After taking High Altitude Mountaineering School (HAMS) with the CMC we had the opportunity to join a group to organize a “graduation” climb with a glacier objective of our choice. We were lucky enough to take the class with a close group of friends and climbing partners that made the journey that much more rewarding. We also chose a more aggressive objective, Kautz Glacier up and over the DC route, since we were more familiar with one another.
Being newer to glacier travel and alpine ice this was a stiff goal for all of us and a lofty undertaking with a group of 9. Guided groups often take large parties up this route, but I would not prefer that over a small group. The potential of ice and serac fall are high at camp not to mention on route and then there’s the avalanche danger and other factors with 9 people.
Our original dream trip somewhat unraveled near the start of our expedition causing us to pivot at the last minute as one of our team members injured themselves the weekend prior to departure. We had agreed not to hike anything gnarly the weekend before and instead opted for a rest weekend, well some of us at least. Fidgets won and unfortunately he was in a significant accident but fortunately survived without serious repercussions. The injury, sadly, did bring his participation in the Washington trip to a halt though.
Some spirits dropped with the last minute blow and changed to team dynamics, but we carried on. Team dynamics make or break trips and often get overlooked when planning these expeditions. Nevertheless spirits were up again once we were on our journey from Colorado to Washington. That is until we caught the weather report!
High winds basically our entire stay would deter us from our original objective. Kautz is a steep line of glacier ice and snow on an exposed slope angle. This is not somewhere to be with sustained high winds that can rip climbers off the mountain.
So we adapted again on the fly in the van. We decided to attempt the Disappointment Cleaver route up past Camp Muir.
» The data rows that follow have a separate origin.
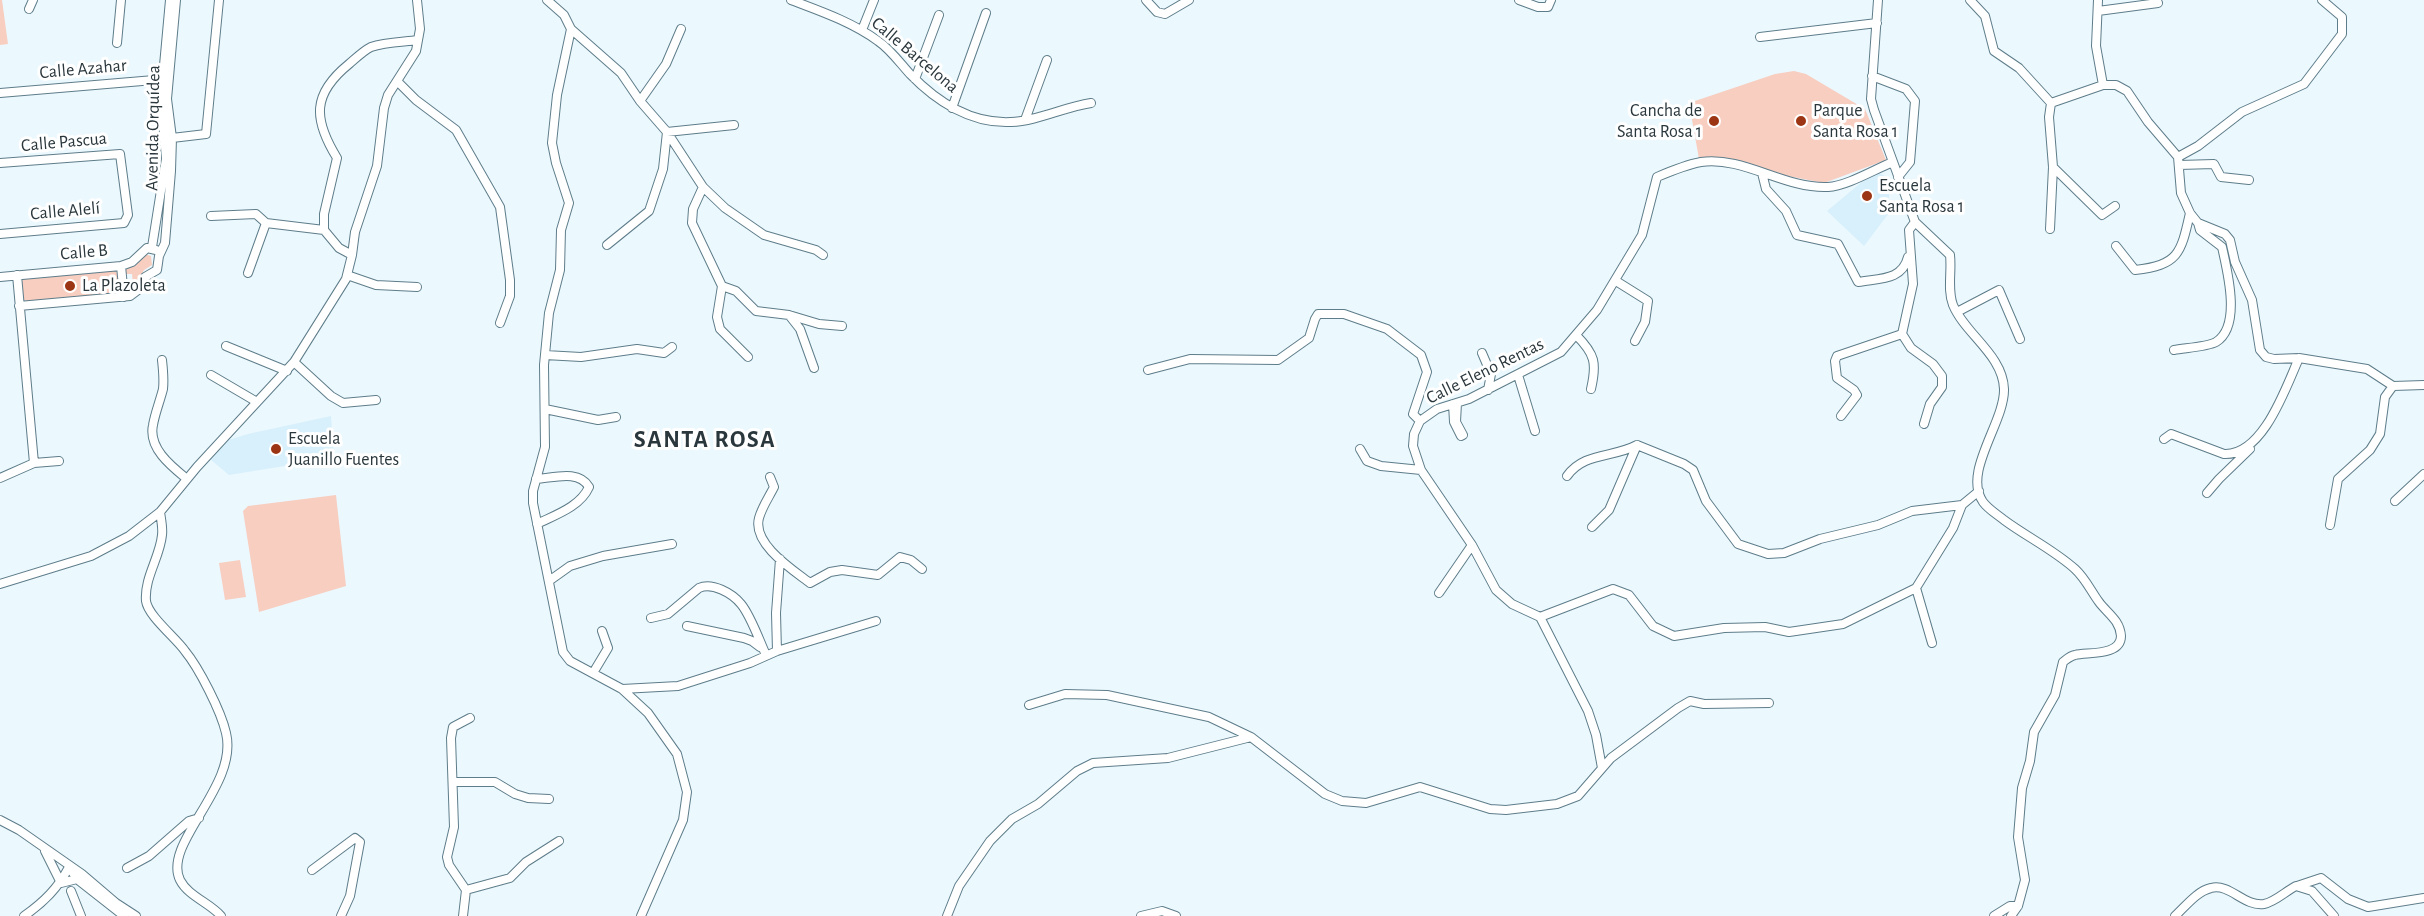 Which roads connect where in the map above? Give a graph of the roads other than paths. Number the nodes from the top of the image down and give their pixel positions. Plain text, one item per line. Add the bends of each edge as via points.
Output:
1 (122, 0) edge
2 (170, 0) edge
3 (176, 0) edge
4 (219, 0) edge
5 (417, 0) edge
6 (548, 0) edge
7 (874, 0) edge
8 (1146, 0) edge
9 (1189, 0) edge
10 (1519, 0) edge
11 (1878, 0) edge
12 (1970, 0) edge
13 (2098, 0) edge
14 (2322, 0) edge
15 (795, 1) edge
16 (1549, 1) edge
17 (2158, 3) dead end
18 (2098, 11) junction
19 (986, 13) dead end
20 (939, 15) dead end
21 (1877, 22) junction
22 (571, 29) junction
23 (681, 29) dead end
24 (862, 30) junction
25 (1760, 37) dead end
26 (418, 40) junction
27 (117, 43) dead end
28 (1047, 60) dead end
29 (1872, 76) junction
30 (166, 79) junction
31 (915, 79) junction
32 (397, 81) junction
33 (2103, 85) junction
34 (0, 93) edge
35 (640, 101) junction
36 (1091, 103) dead end
37 (2051, 103) junction
38 (952, 108) junction
39 (1025, 120) junction
40 (734, 125) dead end
41 (667, 132) junction
42 (172, 138) junction
43 (2178, 161) junction
44 (1893, 162) junction
45 (0, 164) edge
46 (2053, 167) junction
47 (1762, 172) junction
48 (1898, 177) junction
49 (2249, 180) dead end
50 (703, 187) junction
51 (2115, 206) dead end
52 (2190, 213) junction
53 (128, 215) joint
54 (211, 216) dead end
55 (1915, 222) junction
56 (266, 223) junction
57 (2198, 223) junction
58 (2049, 229) dead end
59 (324, 230) junction
60 (0, 234) edge
61 (607, 245) dead end
62 (2116, 246) dead end
63 (152, 247) junction
64 (1910, 250) junction
65 (352, 255) junction
66 (822, 255) dead end
67 (159, 256) junction
68 (121, 266) junction
69 (248, 273) dead end
70 (16, 275) junction
71 (347, 275) junction
72 (0, 277) edge
73 (1616, 281) junction
74 (722, 286) junction
75 (417, 287) dead end
76 (124, 297) junction
77 (20, 306) junction
78 (1957, 312) junction
79 (789, 315) junction
80 (500, 323) dead end
81 (842, 326) dead end
82 (1902, 334) junction
83 (1576, 335) junction
84 (2020, 339) dead end
85 (1635, 341) dead end
86 (226, 346) dead end
87 (672, 347) dead end
88 (2174, 350) dead end
89 (1482, 353) dead end
90 (545, 356) junction
91 (748, 357) dead end
92 (2300, 358) junction
93 (162, 360) dead end
94 (294, 362) junction
95 (814, 368) dead end
96 (1148, 370) dead end
97 (287, 371) junction
98 (211, 375) dead end
99 (1518, 375) junction
100 (2424, 385) edge
101 (2393, 386) junction
102 (1591, 389) dead end
103 (1488, 390) junction
104 (376, 400) dead end
105 (257, 402) junction
106 (545, 409) junction
107 (1841, 416) dead end
108 (616, 417) dead end
109 (1420, 421) junction
110 (1923, 424) dead end
111 (1535, 431) dead end
112 (2164, 439) dead end
113 (2254, 439) junction
114 (1637, 445) junction
115 (1360, 449) dead end
116 (59, 461) dead end
117 (34, 463) junction
118 (1421, 470) junction
119 (2424, 474) edge
120 (1567, 476) dead end
121 (770, 477) dead end
122 (0, 478) edge
123 (187, 479) junction
124 (536, 479) junction
125 (1979, 491) junction
126 (2206, 494) dead end
127 (2395, 501) dead end
128 (1962, 505) junction
129 (160, 512) junction
130 (537, 524) junction
131 (2330, 525) dead end
132 (1592, 527) dead end
133 (672, 544) dead end
134 (1472, 545) junction
135 (780, 559) junction
136 (922, 569) dead end
137 (549, 581) junction
138 (0, 584) edge
139 (1916, 588) junction
140 (1439, 593) dead end
141 (1540, 617) junction
142 (651, 618) dead end
143 (876, 621) dead end
144 (687, 626) dead end
145 (602, 631) dead end
146 (1932, 643) dead end
147 (777, 651) junction
148 (766, 655) junction
149 (593, 673) junction
150 (622, 688) junction
151 (1769, 703) dead end
152 (1029, 705) dead end
153 (470, 718) dead end
154 (1251, 737) junction
155 (1602, 768) junction
156 (454, 782) junction
157 (549, 799) dead end
158 (200, 818) junction
159 (0, 820) edge
160 (559, 841) dead end
161 (43, 848) junction
162 (69, 867) junction
163 (127, 868) dead end
164 (312, 870) dead end
165 (77, 879) junction
166 (61, 883) junction
167 (2296, 886) junction
168 (466, 890) junction
169 (71, 891) dead end
170 (2424, 898) edge
171 (2018, 906) junction
172 (24, 916) edge
173 (81, 916) edge
174 (124, 916) edge
175 (136, 916) edge
176 (221, 916) edge
177 (341, 916) edge
178 (463, 916) edge
179 (641, 916) edge
180 (947, 916) edge
181 (1141, 916) edge
182 (1176, 916) edge
183 (1994, 916) edge
184 (2012, 916) edge
185 (2175, 916) edge
186 (2334, 916) edge

1 - 27 street
2 - 30 street, Avenida Orquídea
3 - 30 street, Avenida Orquídea
4 - 42 street via 206,134
5 - 26 street
6 - 22 street via 564,15
7 - 24 street
8 - 9 street via 1157,12 1165,14
10 - 16 street via 1538,7 1548,7
11 - 21 street
12 - 37 street via 1985,16 1994,51 2019,68
13 - 18 street
14 - 43 street via 2342,17 2342,34 2304,84 2242,112
15 - 24 street, Calle Barcelona
17 - 18 street
18 - 33 street via 2096,46
19 - 38 street
20 - 31 street
21 - 25 street
21 - 29 street
22 - 35 street via 621,74
22 - 90 street via 556,95 552,144 568,203
23 - 35 street via 666,64
24 - 31 street, Calle Barcelona via 880,42
26 - 32 street via 412,60
26 - 59 street via 370,48 333,77 321,96 323,128 337,158
28 - 39 street
29 - 44 street via 1870,99
29 - 48 street via 1906,89 1915,102 1910,162
30 - 34 street, Calle Azahar
30 - 42 street, Avenida Orquídea
30 - 63 street, Avenida Orquídea via 161,108 166,159
31 - 38 street, Calle Barcelona
32 - 65 street via 384,108 377,166 355,232
32 - 80 street via 456,130 500,207 510,296
33 - 37 street
33 - 43 street via 2116,85 2127,91
35 - 41 street
36 - 39 street, Calle Barcelona
37 - 46 street
38 - 39 street, Calle Barcelona via 993,121
40 - 41 street
41 - 50 street
41 - 61 street via 663,170 649,212
42 - 67 street, Avenida Orquídea via 165,243
43 - 49 street via 2214,164 2221,177
43 - 52 street via 2181,193
44 - 47 street, Calle Eleno Rentas via 1828,187 1800,184
44 - 48 street
45 - 53 street, Calle Pascua via 120,154
46 - 51 street via 2102,215
46 - 58 street
47 - 64 street via 1766,189 1786,211 1797,235 1838,244 1858,282 1899,274 1906,267
47 - 73 street, Calle Eleno Rentas via 1703,162 1657,177 1642,235
48 - 55 street
50 - 66 street via 764,235
50 - 74 street via 693,208 692,223
52 - 57 street
52 - 62 street via 2182,247 2160,266 2135,270
53 - 60 street, Calle Alelí via 124,223
54 - 56 street via 256,214
55 - 64 street via 1909,230
55 - 78 street via 1950,255 1950,294
56 - 59 street
56 - 69 street
57 - 88 street via 2200,230 2222,247 2232,290 2229,321 2216,342
57 - 92 street via 2230,240 2252,300 2260,350 2274,359
59 - 65 street via 339,248
63 - 67 street
63 - 68 street, Calle B
64 - 82 street via 1913,284
65 - 71 street
67 - 76 street, Avenida Orquídea via 157,270 145,277 135,294
68 - 70 street, Calle B
68 - 76 street
70 - 72 street, Calle B
70 - 77 street
71 - 75 street via 376,285
71 - 94 street
73 - 83 street, Calle Eleno Rentas
73 - 85 street via 1648,301 1645,322
74 - 79 street via 736,291 756,310
74 - 91 street via 717,317 720,329
76 - 77 street
77 - 117 street
78 - 84 street via 1999,290
78 - 125 street via 1992,358 2004,390 1981,464
79 - 81 street
79 - 95 street via 800,330
82 - 107 street via 1837,356 1838,378 1857,395
82 - 110 street via 1911,348 1942,376 1942,387
83 - 99 street, Calle Eleno Rentas via 1561,352
83 - 102 street via 1592,352
86 - 97 street
87 - 90 street via 664,353 637,349 582,357
89 - 103 street via 1491,374
90 - 106 street
92 - 101 street via 2367,369
92 - 113 street via 2268,425
93 - 123 street via 163,386 152,436 171,466
94 - 97 street
94 - 104 street via 343,403
96 - 109 street via 1190,359 1278,360 1309,338 1318,314 1344,314 1387,329 1421,355 1427,372 1413,414
97 - 105 street
98 - 105 street
99 - 103 street, Calle Eleno Rentas
99 - 111 street
100 - 101 street
101 - 131 street via 2385,397 2380,434 2370,450 2338,479
103 - 109 street, Calle Eleno Rentas via 1437,409
105 - 123 street
106 - 108 street via 598,420
106 - 124 street via 545,447
109 - 118 street, Calle Eleno Rentas via 1413,447
112 - 113 street via 2171,434 2234,455
113 - 126 street via 2255,444
114 - 120 street via 1583,460
114 - 128 street via 1693,471 1706,501 1738,544 1768,554 1784,553 1820,539 1878,525 1912,511
114 - 132 street via 1609,510
115 - 118 street via 1367,461 1381,466
116 - 117 street
117 - 122 street
118 - 134 street, Calle Eleno Rentas
119 - 127 street
121 - 135 street via 774,487 759,526 766,544
123 - 129 street
124 - 130 street via 532,491
124 - 130 street via 572,476 584,480 588,487 577,502
125 - 128 street
125 - 171 street via 1988,508 2076,570 2115,619 2121,636 2118,645 2108,651 2072,656 2063,662 2055,695 2034,732 2019,817 2025,880
128 - 139 street via 1953,528
129 - 138 street via 129,536 91,556
129 - 158 street via 162,534 146,602 187,652 226,734 227,754 220,779
130 - 137 street
133 - 137 street via 570,566
134 - 140 street
134 - 141 street, Calle Eleno Rentas via 1496,590 1512,604
135 - 136 street via 810,583 842,570 878,575 900,557
135 - 147 street
137 - 149 street via 563,652 570,661
139 - 141 street via 1844,624 1789,632 1765,627 1724,628 1674,636 1653,626 1629,595 1613,589
139 - 146 street
141 - 155 street via 1588,711
142 - 148 street via 668,614 699,588 714,586 741,603
143 - 147 street
144 - 148 street via 752,641
145 - 149 street via 608,648
147 - 148 street
148 - 150 street via 678,686
149 - 150 street
150 - 179 street via 648,713 677,754 687,792 683,820
151 - 155 street via 1690,701
152 - 154 street via 1065,694 1107,695 1209,717
153 - 156 street via 456,724 451,732
154 - 155 street via 1325,794 1342,801 1366,803 1420,788 1490,809 1557,804 1578,796
154 - 180 street via 1168,758 1093,763 1077,771 1038,804 1012,819 990,841 959,886
156 - 157 street via 495,782 515,794
156 - 168 street via 454,827 447,857
158 - 163 street via 189,821 149,856
158 - 176 street via 182,845 178,873 184,886
159 - 161 street
160 - 168 street via 526,862 510,878
161 - 162 street
161 - 166 street
162 - 165 street
162 - 166 street
162 - 175 street
164 - 177 street via 355,838 360,842 350,896
165 - 166 street
165 - 174 street
166 - 172 street
167 - 170 street via 2321,878 2348,900 2368,907
167 - 185 street via 2260,904 2227,890 2211,888
167 - 186 street via 2312,891
168 - 178 street
169 - 173 street
171 - 183 street via 2010,906
171 - 184 street
181 - 182 street via 1162,911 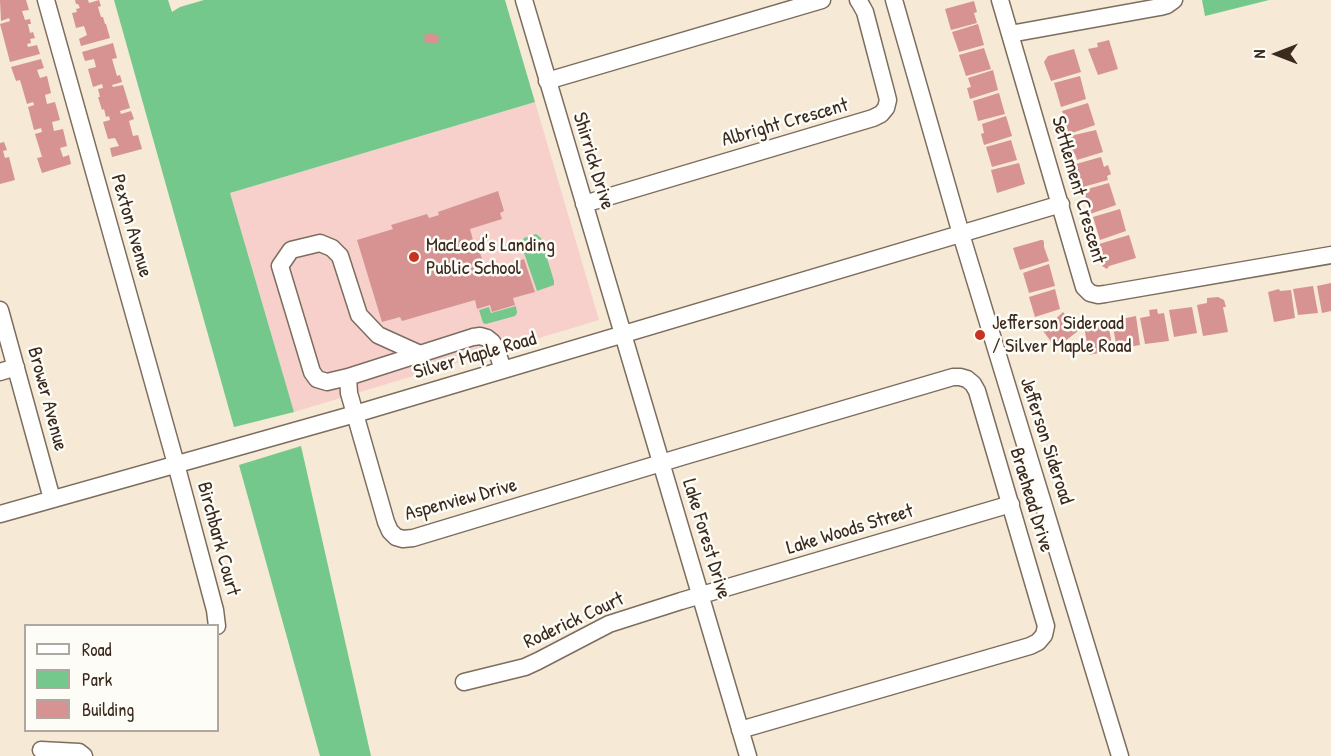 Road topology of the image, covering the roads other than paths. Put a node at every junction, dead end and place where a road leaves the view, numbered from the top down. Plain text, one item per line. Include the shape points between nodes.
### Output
1 (46, 0) edge
2 (524, 0) edge
3 (822, 0) edge
4 (858, 0) edge
5 (894, 0) edge
6 (1000, 0) edge
7 (1174, 0) edge
8 (1010, 34) junction
9 (547, 81) junction
10 (584, 204) junction
11 (1061, 204) junction
12 (961, 234) junction
13 (1331, 255) edge
14 (0, 310) edge
15 (623, 334) junction
16 (420, 354) junction
17 (8, 370) edge
18 (503, 370) junction
19 (348, 377) junction
20 (355, 414) junction
21 (662, 463) junction
22 (176, 464) junction
23 (52, 499) junction
24 (1011, 504) junction
25 (0, 514) edge
26 (701, 596) junction
27 (217, 624) edge
28 (464, 682) dead end
29 (740, 730) junction
30 (40, 750) dead end
31 (84, 756) edge
32 (748, 756) edge
33 (1120, 756) edge

1 - 22 street, Pexton Avenue
2 - 9 street, Shirrick Drive
3 - 9 street
4 - 10 street, Albright Crescent via 865,12 888,100 881,114
5 - 12 street, Jefferson Sideroad
6 - 8 street, Settlement Crescent
7 - 8 street via 1160,7
8 - 11 street, Settlement Crescent
9 - 10 street, Shirrick Drive
10 - 15 street, Shirrick Drive
11 - 12 street, Silver Maple Road
11 - 13 street, Settlement Crescent via 1084,287 1098,296
12 - 15 street, Silver Maple Road
12 - 33 street, Jefferson Sideroad
14 - 17 street, Brower Avenue
15 - 18 street, Silver Maple Road
15 - 21 street, Lake Forest Drive
16 - 18 street via 480,336 492,342
16 - 19 street
16 - 19 street via 378,335 359,315 340,256 332,248 320,243 291,250 280,266 312,372 317,379 327,382
17 - 23 street, Brower Avenue
18 - 20 street, Silver Maple Road
19 - 20 street
20 - 21 street, Aspenview Drive via 386,522 396,537 404,539
20 - 22 street, Silver Maple Road
21 - 24 street, Braehead Drive via 960,377 977,391
21 - 26 street, Lake Forest Drive
22 - 23 street, Silver Maple Road
22 - 27 street, Birchbark Court
23 - 25 street, Silver Maple Road
24 - 26 street, Lake Woods Street
24 - 29 street, Braehead Drive via 1046,626 1038,642
26 - 28 street, Roderick Court via 609,624 525,667
26 - 29 street, Lake Forest Drive
29 - 32 street, Lake Forest Drive
30 - 31 street via 79,752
Not our top pick of a route but we were still hoping for a summit window and thought it was our best shot at Rainier.
We had a great hike up to Camp Muir where we hastily set up camp and found out just how long it really takes to boil snow and make water for three people sharing a stove and small pot. We chowed down dinner and were off to bed well before dark without getting much sleep thanks to the chaos that is Camp Muir with rowdy neighbors partying at camp.
11 pm came quickly as we woke to quickly grab a bite, get dressed and gear up to tie into our rope teams and start moving. Walking roped together to other people on a glacier is slow moving but it’s therapeutic movement in pitch dark below the moon and stars.
The weather started taking a turn early and the wind howled as it started picking up. Once we topped out above the cleaver we made a team call. Unfortunately due to the break in the cold high winds and temps above the cleaver and a teammate having altitude issues we made the decision to turn around.
Always a tough call, but the appropriate one to make and proper move to be a good teammate. We slowly made our way down enjoying the sunrise views and eventually warm light on our faces. Once back down safe to Camp Muir we dove into our tents for a quick nap. I relished the views we missed in the dark.